Algorithmic Bias and Racial Disparities in AI-Driven Criminal Justice Systems

Book Title: Computational Criminology: AI Applications in Forensic Science and Criminal Justice

Editors: Dr. Xavier Louis, Dr. Surbhi Girdhar, Ms. Aswathi Chandran Nair, Mr. Ravi Kumar, and Ms. Nandini Katare

Chapter: 26

DOI: https://doi.org/10.59646/704/26

Author: Shreya Singh Parihar

Abstract

The United States incarcerates its population at the highest rate in the world, and this mass incarceration is profoundly racially unequal: Black Americans are incarcerated at more than five times the rate of white Americans; Latino Americans at approximately twice the white rate.[1] These disparities are not adequately explained by differential crime commission rates and instead reflect the cumulative operation of racially differentiated points of contact with the criminal justice system. At the front end, over-policing in Black and Latino communities increases the frequency of surveillance, stops, searches, and arrests, thereby generating a larger volume of recorded criminal justice interactions independent of actual differences in offending behaviour.
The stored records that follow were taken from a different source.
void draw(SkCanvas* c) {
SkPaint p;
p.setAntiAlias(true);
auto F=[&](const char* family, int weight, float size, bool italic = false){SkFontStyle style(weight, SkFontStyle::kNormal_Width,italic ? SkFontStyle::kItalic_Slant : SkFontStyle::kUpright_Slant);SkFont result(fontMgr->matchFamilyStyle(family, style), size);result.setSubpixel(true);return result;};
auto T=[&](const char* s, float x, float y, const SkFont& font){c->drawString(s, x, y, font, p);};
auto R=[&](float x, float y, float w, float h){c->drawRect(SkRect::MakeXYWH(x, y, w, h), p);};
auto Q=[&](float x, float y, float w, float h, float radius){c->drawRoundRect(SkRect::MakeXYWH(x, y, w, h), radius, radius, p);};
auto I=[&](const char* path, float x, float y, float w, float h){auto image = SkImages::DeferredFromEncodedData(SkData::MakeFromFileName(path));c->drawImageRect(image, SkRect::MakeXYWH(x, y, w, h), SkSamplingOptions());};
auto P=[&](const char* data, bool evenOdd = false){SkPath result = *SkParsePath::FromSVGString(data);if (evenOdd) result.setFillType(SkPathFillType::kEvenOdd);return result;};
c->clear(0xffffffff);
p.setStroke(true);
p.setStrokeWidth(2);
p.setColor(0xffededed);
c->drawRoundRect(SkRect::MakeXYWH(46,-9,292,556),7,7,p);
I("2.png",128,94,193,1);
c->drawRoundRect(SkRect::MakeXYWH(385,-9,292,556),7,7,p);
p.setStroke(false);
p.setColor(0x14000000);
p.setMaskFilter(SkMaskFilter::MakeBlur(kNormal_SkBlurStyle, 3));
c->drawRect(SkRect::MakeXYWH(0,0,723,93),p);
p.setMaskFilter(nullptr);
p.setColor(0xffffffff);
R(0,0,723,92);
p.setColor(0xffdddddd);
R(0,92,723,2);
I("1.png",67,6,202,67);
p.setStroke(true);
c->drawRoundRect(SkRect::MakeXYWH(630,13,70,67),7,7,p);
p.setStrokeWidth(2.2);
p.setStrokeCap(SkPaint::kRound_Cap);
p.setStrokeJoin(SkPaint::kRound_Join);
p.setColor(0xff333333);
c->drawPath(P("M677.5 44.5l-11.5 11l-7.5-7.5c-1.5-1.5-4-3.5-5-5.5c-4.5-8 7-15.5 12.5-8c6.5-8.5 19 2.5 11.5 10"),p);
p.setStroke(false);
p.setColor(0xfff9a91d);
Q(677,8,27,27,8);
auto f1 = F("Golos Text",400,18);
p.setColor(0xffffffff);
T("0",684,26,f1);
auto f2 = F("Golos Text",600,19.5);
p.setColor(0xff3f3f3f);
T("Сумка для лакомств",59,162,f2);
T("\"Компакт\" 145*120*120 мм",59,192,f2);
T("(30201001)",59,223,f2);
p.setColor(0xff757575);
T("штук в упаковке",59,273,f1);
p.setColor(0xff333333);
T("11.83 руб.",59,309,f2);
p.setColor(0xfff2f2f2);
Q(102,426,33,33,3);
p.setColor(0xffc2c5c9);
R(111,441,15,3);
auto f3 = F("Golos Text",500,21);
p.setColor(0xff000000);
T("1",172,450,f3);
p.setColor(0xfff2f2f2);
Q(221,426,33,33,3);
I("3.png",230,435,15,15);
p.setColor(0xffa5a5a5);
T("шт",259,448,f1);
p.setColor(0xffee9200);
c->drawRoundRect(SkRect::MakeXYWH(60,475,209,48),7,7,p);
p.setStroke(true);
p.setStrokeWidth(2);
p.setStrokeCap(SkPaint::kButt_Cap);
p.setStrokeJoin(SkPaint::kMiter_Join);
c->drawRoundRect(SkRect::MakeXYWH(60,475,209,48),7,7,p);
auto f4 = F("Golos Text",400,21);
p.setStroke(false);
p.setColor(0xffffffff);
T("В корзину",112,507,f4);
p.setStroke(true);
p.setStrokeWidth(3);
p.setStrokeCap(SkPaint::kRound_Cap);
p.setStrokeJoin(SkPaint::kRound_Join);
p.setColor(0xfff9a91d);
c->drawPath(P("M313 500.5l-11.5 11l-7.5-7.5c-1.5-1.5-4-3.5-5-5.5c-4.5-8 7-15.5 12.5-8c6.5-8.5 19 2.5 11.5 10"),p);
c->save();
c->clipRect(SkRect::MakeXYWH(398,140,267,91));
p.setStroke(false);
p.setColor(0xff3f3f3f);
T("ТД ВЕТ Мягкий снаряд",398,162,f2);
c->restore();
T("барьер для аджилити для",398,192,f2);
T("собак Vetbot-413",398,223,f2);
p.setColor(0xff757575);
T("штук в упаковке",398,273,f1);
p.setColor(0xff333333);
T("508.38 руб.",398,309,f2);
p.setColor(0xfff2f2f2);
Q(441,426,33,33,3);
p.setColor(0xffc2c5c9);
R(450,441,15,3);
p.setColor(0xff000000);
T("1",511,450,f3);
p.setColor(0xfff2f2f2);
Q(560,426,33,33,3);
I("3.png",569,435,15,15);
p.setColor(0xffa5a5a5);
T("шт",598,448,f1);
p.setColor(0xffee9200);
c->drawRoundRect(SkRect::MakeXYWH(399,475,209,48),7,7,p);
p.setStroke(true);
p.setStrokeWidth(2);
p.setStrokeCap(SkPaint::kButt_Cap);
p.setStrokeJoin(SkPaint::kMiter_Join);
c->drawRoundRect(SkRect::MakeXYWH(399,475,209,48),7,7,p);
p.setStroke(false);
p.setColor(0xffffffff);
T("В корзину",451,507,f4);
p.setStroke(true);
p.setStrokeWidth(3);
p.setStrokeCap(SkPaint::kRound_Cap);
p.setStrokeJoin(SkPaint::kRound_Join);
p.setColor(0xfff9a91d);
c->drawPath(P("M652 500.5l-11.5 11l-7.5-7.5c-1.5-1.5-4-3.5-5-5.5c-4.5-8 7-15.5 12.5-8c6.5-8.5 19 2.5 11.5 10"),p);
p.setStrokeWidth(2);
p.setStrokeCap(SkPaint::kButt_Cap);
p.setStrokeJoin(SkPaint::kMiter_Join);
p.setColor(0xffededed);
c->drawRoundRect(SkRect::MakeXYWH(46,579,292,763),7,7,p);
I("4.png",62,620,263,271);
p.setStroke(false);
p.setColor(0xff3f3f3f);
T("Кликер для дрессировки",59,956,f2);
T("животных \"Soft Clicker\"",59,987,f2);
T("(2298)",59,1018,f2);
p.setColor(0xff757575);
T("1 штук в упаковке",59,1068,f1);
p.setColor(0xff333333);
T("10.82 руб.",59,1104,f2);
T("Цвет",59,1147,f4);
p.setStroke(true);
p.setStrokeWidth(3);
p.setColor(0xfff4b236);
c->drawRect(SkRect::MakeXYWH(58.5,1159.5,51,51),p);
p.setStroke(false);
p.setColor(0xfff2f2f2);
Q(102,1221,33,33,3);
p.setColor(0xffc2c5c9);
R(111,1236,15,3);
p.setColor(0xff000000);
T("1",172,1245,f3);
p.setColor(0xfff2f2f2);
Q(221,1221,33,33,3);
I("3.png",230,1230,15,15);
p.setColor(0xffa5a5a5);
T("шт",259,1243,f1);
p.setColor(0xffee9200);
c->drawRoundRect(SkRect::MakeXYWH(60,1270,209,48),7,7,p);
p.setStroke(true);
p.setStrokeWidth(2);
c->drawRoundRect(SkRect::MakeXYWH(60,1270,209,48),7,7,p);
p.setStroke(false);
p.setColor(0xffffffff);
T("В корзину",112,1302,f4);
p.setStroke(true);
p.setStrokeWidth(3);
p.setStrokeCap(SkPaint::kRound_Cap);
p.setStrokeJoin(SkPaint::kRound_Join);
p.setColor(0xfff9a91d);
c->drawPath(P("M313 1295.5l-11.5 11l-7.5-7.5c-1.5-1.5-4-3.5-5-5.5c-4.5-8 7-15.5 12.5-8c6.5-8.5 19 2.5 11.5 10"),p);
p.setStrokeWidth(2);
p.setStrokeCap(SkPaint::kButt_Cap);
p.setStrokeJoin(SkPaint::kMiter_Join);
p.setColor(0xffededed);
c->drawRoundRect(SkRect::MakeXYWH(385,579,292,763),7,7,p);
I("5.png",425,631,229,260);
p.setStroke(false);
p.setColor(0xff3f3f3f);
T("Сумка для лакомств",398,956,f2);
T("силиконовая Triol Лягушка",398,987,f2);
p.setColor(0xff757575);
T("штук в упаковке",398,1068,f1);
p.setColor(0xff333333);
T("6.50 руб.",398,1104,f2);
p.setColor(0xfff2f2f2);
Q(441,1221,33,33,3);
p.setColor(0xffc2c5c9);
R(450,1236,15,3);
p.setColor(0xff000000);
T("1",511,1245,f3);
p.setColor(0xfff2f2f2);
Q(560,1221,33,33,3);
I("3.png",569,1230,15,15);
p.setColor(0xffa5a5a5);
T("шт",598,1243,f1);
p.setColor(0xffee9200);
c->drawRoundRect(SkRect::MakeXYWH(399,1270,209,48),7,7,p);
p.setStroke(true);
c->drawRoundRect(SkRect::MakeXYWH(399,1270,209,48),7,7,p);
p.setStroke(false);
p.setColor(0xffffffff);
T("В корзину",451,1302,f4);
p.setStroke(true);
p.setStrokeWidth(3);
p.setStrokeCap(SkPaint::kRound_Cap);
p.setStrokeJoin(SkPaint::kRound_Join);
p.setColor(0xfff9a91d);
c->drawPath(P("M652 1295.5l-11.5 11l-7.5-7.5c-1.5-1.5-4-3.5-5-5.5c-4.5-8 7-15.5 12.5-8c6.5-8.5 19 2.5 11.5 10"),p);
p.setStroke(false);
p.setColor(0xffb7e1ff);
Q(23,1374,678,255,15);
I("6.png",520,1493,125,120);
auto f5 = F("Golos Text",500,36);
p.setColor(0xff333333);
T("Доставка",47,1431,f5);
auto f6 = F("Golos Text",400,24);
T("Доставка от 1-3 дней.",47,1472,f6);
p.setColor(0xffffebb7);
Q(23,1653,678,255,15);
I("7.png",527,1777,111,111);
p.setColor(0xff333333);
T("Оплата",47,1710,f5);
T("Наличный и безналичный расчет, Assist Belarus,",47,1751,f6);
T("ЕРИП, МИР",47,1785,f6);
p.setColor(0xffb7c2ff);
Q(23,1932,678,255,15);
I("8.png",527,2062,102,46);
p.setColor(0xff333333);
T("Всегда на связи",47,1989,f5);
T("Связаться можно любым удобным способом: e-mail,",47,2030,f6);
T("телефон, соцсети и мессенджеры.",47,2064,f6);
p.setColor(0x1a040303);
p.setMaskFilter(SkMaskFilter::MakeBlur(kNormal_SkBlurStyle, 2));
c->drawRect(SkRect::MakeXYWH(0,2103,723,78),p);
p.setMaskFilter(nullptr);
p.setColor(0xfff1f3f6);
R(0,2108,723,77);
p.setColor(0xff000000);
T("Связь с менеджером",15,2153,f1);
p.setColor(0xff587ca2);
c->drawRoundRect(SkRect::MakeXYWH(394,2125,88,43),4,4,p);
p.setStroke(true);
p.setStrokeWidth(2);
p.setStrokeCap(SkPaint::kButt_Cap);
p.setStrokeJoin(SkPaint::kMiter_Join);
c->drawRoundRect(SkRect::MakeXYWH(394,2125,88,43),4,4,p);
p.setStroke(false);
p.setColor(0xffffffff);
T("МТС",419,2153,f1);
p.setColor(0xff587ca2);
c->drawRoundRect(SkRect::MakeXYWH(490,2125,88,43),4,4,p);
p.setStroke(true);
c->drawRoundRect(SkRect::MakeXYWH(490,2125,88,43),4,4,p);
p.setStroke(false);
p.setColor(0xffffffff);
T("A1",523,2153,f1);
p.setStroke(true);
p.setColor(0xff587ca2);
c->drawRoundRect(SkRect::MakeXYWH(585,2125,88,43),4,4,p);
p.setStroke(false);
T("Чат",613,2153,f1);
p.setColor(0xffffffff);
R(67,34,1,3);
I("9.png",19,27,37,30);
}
These initial contact disparities are then amplified through prosecutorial discretion in charging decisions and plea bargaining practices, where similarly situated defendants may receive different charges, plea offers, or bargaining leverage depending on jurisdictional context and case-specific interpretations that are themselves shaped by institutional patterns and resource asymmetries.


[1]The Sentencing Project, Report to the United Nations on Racial Disparities in the US Criminal Justice System (2018) 3.